Recipes

Moroccan Salad

Moroccan Salad

No matter where we take this salad the response has been the same, “….this is so good, can I have the recipe?”  We have shared it with family and friends from British Columbia to Newfoundland.  The dressing has the right combination of spices and the body of the salad has interesting textures and colours.  It is a favourite travel food for us eating it on road trips, planes and ferries.

Wild Rice

  • 1 tbls soya sauce
  • 1 tbls molasses
  • 1/3 cup wild rice
  • 1 ½ cups water

Rice

  • ½ cup long grain rice
  • 1 cup water

Salad

  • 15 oz can chickpeas
  •  1 slice of a red onion, finely chopped
  • 1 small red pepper (sweet), chopped
  • 1/3 cup dried apricots, chopped
  • ½ cup raisins
  • 2 tbls mint or cilantro or combination of both
  • ½ cup sliced almonds, toasted

Dressing

  • 1 teas curry powder
  • 1 teas coriander
  • 1 teas turmeric
  • 1 teas nutmeg
  • ¼ teas cayenne
  • ¼ cup rice vinegar
  • 2 tbls honey
  • 1 tbls lemon juice
  • 5 tbls olive oil

Directions

  1. Combine soya sauce, molasses and wild rice in a saucepan with 1 ½ cups water. Bring to a boil and simmer 30-50 minutes or until done.(It should be soft, firm and chewy with some grains popped and some whole) Drain and cool.
  2. Combine long grain rice and water in another saucepan. Bring to a boil and simmer 20 minutes or until done.(Check your rice recipe for rice to water ratio)
  3. Make dressing by dry frying the spices in a skillet for 2-4 minutes (don’t burn them) Cool on a plate.
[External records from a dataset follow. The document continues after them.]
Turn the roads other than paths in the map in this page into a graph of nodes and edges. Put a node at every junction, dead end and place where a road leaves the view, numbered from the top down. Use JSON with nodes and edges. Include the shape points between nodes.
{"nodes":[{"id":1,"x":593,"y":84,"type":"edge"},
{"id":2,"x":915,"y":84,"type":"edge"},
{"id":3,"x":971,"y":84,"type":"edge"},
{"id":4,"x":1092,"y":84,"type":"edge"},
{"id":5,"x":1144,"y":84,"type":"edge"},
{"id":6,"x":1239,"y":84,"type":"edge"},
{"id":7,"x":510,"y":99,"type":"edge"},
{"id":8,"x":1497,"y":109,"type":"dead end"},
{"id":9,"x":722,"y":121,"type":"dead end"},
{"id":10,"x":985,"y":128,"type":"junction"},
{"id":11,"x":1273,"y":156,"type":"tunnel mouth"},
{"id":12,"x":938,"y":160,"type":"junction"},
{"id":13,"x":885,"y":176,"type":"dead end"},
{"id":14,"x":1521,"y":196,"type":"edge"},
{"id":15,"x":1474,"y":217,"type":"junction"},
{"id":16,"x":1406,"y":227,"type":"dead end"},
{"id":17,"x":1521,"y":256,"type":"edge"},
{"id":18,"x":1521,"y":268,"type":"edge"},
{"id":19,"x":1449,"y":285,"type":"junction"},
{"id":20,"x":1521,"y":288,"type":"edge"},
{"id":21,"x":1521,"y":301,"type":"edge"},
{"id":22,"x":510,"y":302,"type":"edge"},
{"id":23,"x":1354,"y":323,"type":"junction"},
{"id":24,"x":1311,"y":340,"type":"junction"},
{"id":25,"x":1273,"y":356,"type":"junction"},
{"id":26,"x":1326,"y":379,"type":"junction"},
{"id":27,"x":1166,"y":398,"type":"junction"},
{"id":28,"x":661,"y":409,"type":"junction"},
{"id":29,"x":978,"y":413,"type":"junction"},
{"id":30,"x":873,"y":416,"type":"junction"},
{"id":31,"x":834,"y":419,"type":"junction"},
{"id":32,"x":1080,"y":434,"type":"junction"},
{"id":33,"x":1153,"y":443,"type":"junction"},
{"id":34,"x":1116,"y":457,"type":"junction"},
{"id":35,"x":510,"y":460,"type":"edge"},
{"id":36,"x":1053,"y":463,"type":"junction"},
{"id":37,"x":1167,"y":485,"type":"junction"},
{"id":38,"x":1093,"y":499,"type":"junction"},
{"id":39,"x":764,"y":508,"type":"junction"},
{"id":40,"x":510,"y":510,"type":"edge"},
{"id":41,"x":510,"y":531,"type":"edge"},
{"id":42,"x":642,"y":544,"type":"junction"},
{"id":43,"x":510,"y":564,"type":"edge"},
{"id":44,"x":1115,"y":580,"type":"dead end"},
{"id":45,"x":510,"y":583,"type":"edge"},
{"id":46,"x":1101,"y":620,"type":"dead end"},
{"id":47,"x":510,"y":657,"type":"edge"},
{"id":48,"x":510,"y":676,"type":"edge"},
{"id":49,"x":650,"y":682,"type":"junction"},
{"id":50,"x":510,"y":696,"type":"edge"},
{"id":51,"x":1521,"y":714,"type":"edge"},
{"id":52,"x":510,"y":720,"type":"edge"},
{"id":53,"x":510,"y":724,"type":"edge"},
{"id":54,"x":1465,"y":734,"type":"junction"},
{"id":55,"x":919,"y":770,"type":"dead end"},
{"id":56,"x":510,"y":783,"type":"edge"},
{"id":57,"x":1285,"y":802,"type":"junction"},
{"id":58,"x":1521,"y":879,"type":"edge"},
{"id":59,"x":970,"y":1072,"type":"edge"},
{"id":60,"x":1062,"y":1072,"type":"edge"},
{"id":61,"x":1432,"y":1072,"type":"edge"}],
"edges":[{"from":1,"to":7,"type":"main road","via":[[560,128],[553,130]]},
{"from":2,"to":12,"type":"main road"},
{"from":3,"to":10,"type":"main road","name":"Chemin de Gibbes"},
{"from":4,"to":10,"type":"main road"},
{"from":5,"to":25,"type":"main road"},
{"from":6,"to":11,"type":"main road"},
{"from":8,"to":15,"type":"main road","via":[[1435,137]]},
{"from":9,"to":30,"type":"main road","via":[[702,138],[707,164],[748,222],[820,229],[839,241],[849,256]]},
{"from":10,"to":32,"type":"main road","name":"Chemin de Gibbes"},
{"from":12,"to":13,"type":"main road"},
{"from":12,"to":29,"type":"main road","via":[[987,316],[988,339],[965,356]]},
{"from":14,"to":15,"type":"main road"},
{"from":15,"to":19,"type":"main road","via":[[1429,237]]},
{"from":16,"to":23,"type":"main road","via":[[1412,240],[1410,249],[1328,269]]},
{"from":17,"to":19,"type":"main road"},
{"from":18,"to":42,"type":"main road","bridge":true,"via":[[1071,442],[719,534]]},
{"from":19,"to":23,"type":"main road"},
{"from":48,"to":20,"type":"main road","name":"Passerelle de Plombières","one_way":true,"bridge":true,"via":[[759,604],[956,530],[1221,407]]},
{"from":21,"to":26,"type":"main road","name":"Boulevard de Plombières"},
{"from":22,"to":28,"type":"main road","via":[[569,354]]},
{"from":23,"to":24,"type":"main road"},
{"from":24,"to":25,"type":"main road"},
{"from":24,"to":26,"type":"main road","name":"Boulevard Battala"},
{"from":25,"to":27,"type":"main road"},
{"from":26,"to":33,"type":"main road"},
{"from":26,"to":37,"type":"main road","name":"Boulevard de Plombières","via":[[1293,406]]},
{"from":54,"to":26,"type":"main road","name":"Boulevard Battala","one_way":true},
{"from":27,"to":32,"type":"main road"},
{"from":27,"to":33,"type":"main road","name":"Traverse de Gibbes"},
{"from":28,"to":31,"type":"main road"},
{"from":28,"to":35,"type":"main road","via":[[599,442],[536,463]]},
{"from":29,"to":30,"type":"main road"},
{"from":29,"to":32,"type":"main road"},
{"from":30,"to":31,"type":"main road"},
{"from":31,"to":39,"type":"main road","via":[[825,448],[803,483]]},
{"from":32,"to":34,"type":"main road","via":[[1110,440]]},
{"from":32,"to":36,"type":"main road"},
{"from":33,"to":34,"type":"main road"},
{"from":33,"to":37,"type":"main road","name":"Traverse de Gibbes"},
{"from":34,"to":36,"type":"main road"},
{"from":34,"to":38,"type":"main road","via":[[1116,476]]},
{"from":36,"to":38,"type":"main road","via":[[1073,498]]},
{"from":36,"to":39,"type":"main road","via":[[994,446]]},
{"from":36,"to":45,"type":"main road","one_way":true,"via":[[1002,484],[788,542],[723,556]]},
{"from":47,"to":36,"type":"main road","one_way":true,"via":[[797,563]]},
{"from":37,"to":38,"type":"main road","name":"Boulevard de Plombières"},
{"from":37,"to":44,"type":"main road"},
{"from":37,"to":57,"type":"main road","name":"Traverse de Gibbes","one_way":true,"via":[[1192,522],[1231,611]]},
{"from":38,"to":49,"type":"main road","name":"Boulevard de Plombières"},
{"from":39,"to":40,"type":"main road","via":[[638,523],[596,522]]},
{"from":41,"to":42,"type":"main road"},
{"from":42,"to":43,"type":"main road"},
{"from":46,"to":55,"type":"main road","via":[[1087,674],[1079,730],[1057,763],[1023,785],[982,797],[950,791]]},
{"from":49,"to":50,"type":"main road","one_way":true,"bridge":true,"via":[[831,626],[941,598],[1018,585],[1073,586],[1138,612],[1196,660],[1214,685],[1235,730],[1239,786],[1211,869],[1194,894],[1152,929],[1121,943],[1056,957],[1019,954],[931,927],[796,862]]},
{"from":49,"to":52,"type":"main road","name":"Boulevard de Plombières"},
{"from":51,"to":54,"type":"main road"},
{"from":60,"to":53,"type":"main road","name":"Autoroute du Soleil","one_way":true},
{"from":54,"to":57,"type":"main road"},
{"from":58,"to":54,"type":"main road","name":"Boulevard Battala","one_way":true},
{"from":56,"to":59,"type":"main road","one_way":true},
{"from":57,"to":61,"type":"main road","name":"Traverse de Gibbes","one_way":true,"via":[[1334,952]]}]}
Whisk the vinegar, honey, lemon juice in a bowl, then whisk in the oil and add the spices. Add everything except the rice to the dressing and let it marinade while the rice is cooling.
  4. Add cooled rice, stir and serve.

Options:
If you make this a day ahead leave the rice separate until a couple of hours before you plan to serve it. The rice has a tendency to absorb a lot of the dressing and make the salad dry. If there are leftovers and they seem a bit dry, just add some olive oil to freshen it up.

I have made this with different rice and grain blends.